[Dataset entries]
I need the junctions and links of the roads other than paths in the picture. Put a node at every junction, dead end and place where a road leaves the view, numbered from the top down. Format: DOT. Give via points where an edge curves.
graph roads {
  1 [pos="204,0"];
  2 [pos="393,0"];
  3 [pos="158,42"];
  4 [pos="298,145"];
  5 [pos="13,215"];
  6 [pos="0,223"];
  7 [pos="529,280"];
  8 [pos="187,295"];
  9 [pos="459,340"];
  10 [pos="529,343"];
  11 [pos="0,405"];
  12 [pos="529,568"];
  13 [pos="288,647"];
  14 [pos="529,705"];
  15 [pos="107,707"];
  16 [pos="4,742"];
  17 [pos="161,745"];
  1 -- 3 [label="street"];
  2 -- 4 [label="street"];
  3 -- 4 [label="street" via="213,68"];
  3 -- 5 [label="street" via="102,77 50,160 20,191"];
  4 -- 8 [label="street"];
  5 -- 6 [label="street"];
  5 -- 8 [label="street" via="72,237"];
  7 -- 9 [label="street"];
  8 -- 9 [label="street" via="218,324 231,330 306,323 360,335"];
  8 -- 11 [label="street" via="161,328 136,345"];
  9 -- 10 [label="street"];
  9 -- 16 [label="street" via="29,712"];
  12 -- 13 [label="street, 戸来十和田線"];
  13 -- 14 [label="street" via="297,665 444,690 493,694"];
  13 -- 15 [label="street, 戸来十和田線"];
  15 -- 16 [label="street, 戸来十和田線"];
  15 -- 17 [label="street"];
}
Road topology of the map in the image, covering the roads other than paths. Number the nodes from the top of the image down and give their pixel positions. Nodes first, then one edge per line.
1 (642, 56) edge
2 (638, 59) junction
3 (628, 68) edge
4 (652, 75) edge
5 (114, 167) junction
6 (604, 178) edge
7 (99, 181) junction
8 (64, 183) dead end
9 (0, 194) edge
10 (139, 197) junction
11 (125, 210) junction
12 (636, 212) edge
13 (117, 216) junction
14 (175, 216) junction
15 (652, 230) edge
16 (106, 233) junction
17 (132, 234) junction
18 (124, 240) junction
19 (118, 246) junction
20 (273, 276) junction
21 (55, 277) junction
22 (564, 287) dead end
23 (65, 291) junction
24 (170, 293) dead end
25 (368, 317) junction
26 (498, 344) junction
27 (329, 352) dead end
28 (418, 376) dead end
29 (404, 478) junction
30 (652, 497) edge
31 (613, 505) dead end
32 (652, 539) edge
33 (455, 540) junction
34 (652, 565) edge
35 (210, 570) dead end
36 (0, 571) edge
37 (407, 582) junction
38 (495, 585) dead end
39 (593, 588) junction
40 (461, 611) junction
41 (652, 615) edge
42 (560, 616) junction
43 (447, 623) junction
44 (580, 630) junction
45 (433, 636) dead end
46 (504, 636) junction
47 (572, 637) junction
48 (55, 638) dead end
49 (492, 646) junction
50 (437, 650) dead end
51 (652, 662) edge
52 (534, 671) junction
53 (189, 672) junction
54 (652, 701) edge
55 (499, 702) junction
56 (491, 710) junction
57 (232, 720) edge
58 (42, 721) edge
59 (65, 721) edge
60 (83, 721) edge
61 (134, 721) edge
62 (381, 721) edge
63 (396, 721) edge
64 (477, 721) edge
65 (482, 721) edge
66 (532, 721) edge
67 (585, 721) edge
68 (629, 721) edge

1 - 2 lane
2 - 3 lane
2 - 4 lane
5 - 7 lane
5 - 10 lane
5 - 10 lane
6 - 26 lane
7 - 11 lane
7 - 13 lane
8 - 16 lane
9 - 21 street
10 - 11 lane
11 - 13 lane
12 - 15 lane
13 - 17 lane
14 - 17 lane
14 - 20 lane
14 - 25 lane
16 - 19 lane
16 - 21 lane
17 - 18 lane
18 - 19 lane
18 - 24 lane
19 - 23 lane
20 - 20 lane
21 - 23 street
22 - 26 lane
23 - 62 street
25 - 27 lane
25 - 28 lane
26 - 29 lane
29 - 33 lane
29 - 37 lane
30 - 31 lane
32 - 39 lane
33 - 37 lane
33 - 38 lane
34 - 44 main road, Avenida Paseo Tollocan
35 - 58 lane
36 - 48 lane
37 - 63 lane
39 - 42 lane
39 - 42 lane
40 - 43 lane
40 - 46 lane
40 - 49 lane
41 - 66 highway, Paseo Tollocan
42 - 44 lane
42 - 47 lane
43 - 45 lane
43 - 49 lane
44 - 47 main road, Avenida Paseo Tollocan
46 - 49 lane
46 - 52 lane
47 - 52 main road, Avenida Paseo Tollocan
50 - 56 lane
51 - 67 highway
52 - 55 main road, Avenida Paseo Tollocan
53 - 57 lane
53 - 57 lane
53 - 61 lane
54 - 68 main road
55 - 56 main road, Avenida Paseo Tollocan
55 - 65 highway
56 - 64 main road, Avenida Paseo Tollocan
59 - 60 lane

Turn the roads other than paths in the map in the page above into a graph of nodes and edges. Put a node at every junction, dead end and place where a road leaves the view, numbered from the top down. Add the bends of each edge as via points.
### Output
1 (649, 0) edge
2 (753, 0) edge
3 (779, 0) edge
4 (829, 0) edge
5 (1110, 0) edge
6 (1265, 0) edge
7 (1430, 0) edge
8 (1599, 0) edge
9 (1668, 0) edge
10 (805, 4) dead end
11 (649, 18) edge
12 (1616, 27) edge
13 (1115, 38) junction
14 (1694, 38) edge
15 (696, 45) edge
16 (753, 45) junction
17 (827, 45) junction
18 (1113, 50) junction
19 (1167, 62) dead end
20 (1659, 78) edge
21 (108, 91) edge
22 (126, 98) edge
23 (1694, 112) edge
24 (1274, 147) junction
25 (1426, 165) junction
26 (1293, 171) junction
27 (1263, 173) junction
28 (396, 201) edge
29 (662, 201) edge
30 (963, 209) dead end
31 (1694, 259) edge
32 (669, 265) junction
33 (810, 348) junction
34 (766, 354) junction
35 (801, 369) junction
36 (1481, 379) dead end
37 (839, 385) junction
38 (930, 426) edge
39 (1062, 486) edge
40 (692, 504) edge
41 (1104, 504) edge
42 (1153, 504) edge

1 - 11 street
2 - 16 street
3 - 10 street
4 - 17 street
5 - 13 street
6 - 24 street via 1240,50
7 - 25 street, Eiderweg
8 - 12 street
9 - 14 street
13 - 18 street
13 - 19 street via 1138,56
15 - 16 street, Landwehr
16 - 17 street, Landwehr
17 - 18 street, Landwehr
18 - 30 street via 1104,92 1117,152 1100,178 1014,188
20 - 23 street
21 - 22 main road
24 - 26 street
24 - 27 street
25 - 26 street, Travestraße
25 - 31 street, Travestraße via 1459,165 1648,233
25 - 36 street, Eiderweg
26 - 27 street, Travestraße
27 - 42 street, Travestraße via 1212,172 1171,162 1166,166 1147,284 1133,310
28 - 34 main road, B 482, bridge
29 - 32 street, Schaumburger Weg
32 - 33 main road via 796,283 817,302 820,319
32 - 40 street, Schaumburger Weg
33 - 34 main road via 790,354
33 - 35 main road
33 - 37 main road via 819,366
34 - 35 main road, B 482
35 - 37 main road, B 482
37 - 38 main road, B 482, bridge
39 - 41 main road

# Work instruction
All of the data above should be written out again word for word.

# Output of the task
I need the junctions and links of the roads other than paths in the picture. Put a node at every junction, dead end and place where a road leaves the view, numbered from the top down. Format: DOT. Give via points where an edge curves.
graph roads {
  1 [pos="204,0"];
  2 [pos="393,0"];
  3 [pos="158,42"];
  4 [pos="298,145"];
  5 [pos="13,215"];
  6 [pos="0,223"];
  7 [pos="529,280"];
  8 [pos="187,295"];
  9 [pos="459,340"];
  10 [pos="529,343"];
  11 [pos="0,405"];
  12 [pos="529,568"];
  13 [pos="288,647"];
  14 [pos="529,705"];
  15 [pos="107,707"];
  16 [pos="4,742"];
  17 [pos="161,745"];
  1 -- 3 [label="street"];
  2 -- 4 [label="street"];
  3 -- 4 [label="street" via="213,68"];
  3 -- 5 [label="street" via="102,77 50,160 20,191"];
  4 -- 8 [label="street"];
  5 -- 6 [label="street"];
  5 -- 8 [label="street" via="72,237"];
  7 -- 9 [label="street"];
  8 -- 9 [label="street" via="218,324 231,330 306,323 360,335"];
  8 -- 11 [label="street" via="161,328 136,345"];
  9 -- 10 [label="street"];
  9 -- 16 [label="street" via="29,712"];
  12 -- 13 [label="street, 戸来十和田線"];
  13 -- 14 [label="street" via="297,665 444,690 493,694"];
  13 -- 15 [label="street, 戸来十和田線"];
  15 -- 16 [label="street, 戸来十和田線"];
  15 -- 17 [label="street"];
}
Road topology of the map in the image, covering the roads other than paths. Number the nodes from the top of the image down and give their pixel positions. Nodes first, then one edge per line.
1 (642, 56) edge
2 (638, 59) junction
3 (628, 68) edge
4 (652, 75) edge
5 (114, 167) junction
6 (604, 178) edge
7 (99, 181) junction
8 (64, 183) dead end
9 (0, 194) edge
10 (139, 197) junction
11 (125, 210) junction
12 (636, 212) edge
13 (117, 216) junction
14 (175, 216) junction
15 (652, 230) edge
16 (106, 233) junction
17 (132, 234) junction
18 (124, 240) junction
19 (118, 246) junction
20 (273, 276) junction
21 (55, 277) junction
22 (564, 287) dead end
23 (65, 291) junction
24 (170, 293) dead end
25 (368, 317) junction
26 (498, 344) junction
27 (329, 352) dead end
28 (418, 376) dead end
29 (404, 478) junction
30 (652, 497) edge
31 (613, 505) dead end
32 (652, 539) edge
33 (455, 540) junction
34 (652, 565) edge
35 (210, 570) dead end
36 (0, 571) edge
37 (407, 582) junction
38 (495, 585) dead end
39 (593, 588) junction
40 (461, 611) junction
41 (652, 615) edge
42 (560, 616) junction
43 (447, 623) junction
44 (580, 630) junction
45 (433, 636) dead end
46 (504, 636) junction
47 (572, 637) junction
48 (55, 638) dead end
49 (492, 646) junction
50 (437, 650) dead end
51 (652, 662) edge
52 (534, 671) junction
53 (189, 672) junction
54 (652, 701) edge
55 (499, 702) junction
56 (491, 710) junction
57 (232, 720) edge
58 (42, 721) edge
59 (65, 721) edge
60 (83, 721) edge
61 (134, 721) edge
62 (381, 721) edge
63 (396, 721) edge
64 (477, 721) edge
65 (482, 721) edge
66 (532, 721) edge
67 (585, 721) edge
68 (629, 721) edge

1 - 2 lane
2 - 3 lane
2 - 4 lane
5 - 7 lane
5 - 10 lane
5 - 10 lane
6 - 26 lane
7 - 11 lane
7 - 13 lane
8 - 16 lane
9 - 21 street
10 - 11 lane
11 - 13 lane
12 - 15 lane
13 - 17 lane
14 - 17 lane
14 - 20 lane
14 - 25 lane
16 - 19 lane
16 - 21 lane
17 - 18 lane
18 - 19 lane
18 - 24 lane
19 - 23 lane
20 - 20 lane
21 - 23 street
22 - 26 lane
23 - 62 street
25 - 27 lane
25 - 28 lane
26 - 29 lane
29 - 33 lane
29 - 37 lane
30 - 31 lane
32 - 39 lane
33 - 37 lane
33 - 38 lane
34 - 44 main road, Avenida Paseo Tollocan
35 - 58 lane
36 - 48 lane
37 - 63 lane
39 - 42 lane
39 - 42 lane
40 - 43 lane
40 - 46 lane
40 - 49 lane
41 - 66 highway, Paseo Tollocan
42 - 44 lane
42 - 47 lane
43 - 45 lane
43 - 49 lane
44 - 47 main road, Avenida Paseo Tollocan
46 - 49 lane
46 - 52 lane
47 - 52 main road, Avenida Paseo Tollocan
50 - 56 lane
51 - 67 highway
52 - 55 main road, Avenida Paseo Tollocan
53 - 57 lane
53 - 57 lane
53 - 61 lane
54 - 68 main road
55 - 56 main road, Avenida Paseo Tollocan
55 - 65 highway
56 - 64 main road, Avenida Paseo Tollocan
59 - 60 lane

Turn the roads other than paths in the map in the page above into a graph of nodes and edges. Put a node at every junction, dead end and place where a road leaves the view, numbered from the top down. Add the bends of each edge as via points.
### Output
1 (649, 0) edge
2 (753, 0) edge
3 (779, 0) edge
4 (829, 0) edge
5 (1110, 0) edge
6 (1265, 0) edge
7 (1430, 0) edge
8 (1599, 0) edge
9 (1668, 0) edge
10 (805, 4) dead end
11 (649, 18) edge
12 (1616, 27) edge
13 (1115, 38) junction
14 (1694, 38) edge
15 (696, 45) edge
16 (753, 45) junction
17 (827, 45) junction
18 (1113, 50) junction
19 (1167, 62) dead end
20 (1659, 78) edge
21 (108, 91) edge
22 (126, 98) edge
23 (1694, 112) edge
24 (1274, 147) junction
25 (1426, 165) junction
26 (1293, 171) junction
27 (1263, 173) junction
28 (396, 201) edge
29 (662, 201) edge
30 (963, 209) dead end
31 (1694, 259) edge
32 (669, 265) junction
33 (810, 348) junction
34 (766, 354) junction
35 (801, 369) junction
36 (1481, 379) dead end
37 (839, 385) junction
38 (930, 426) edge
39 (1062, 486) edge
40 (692, 504) edge
41 (1104, 504) edge
42 (1153, 504) edge

1 - 11 street
2 - 16 street
3 - 10 street
4 - 17 street
5 - 13 street
6 - 24 street via 1240,50
7 - 25 street, Eiderweg
8 - 12 street
9 - 14 street
13 - 18 street
13 - 19 street via 1138,56
15 - 16 street, Landwehr
16 - 17 street, Landwehr
17 - 18 street, Landwehr
18 - 30 street via 1104,92 1117,152 1100,178 1014,188
20 - 23 street
21 - 22 main road
24 - 26 street
24 - 27 street
25 - 26 street, Travestraße
25 - 31 street, Travestraße via 1459,165 1648,233
25 - 36 street, Eiderweg
26 - 27 street, Travestraße
27 - 42 street, Travestraße via 1212,172 1171,162 1166,166 1147,284 1133,310
28 - 34 main road, B 482, bridge
29 - 32 street, Schaumburger Weg
32 - 33 main road via 796,283 817,302 820,319
32 - 40 street, Schaumburger Weg
33 - 34 main road via 790,354
33 - 35 main road
33 - 37 main road via 819,366
34 - 35 main road, B 482
35 - 37 main road, B 482
37 - 38 main road, B 482, bridge
39 - 41 main road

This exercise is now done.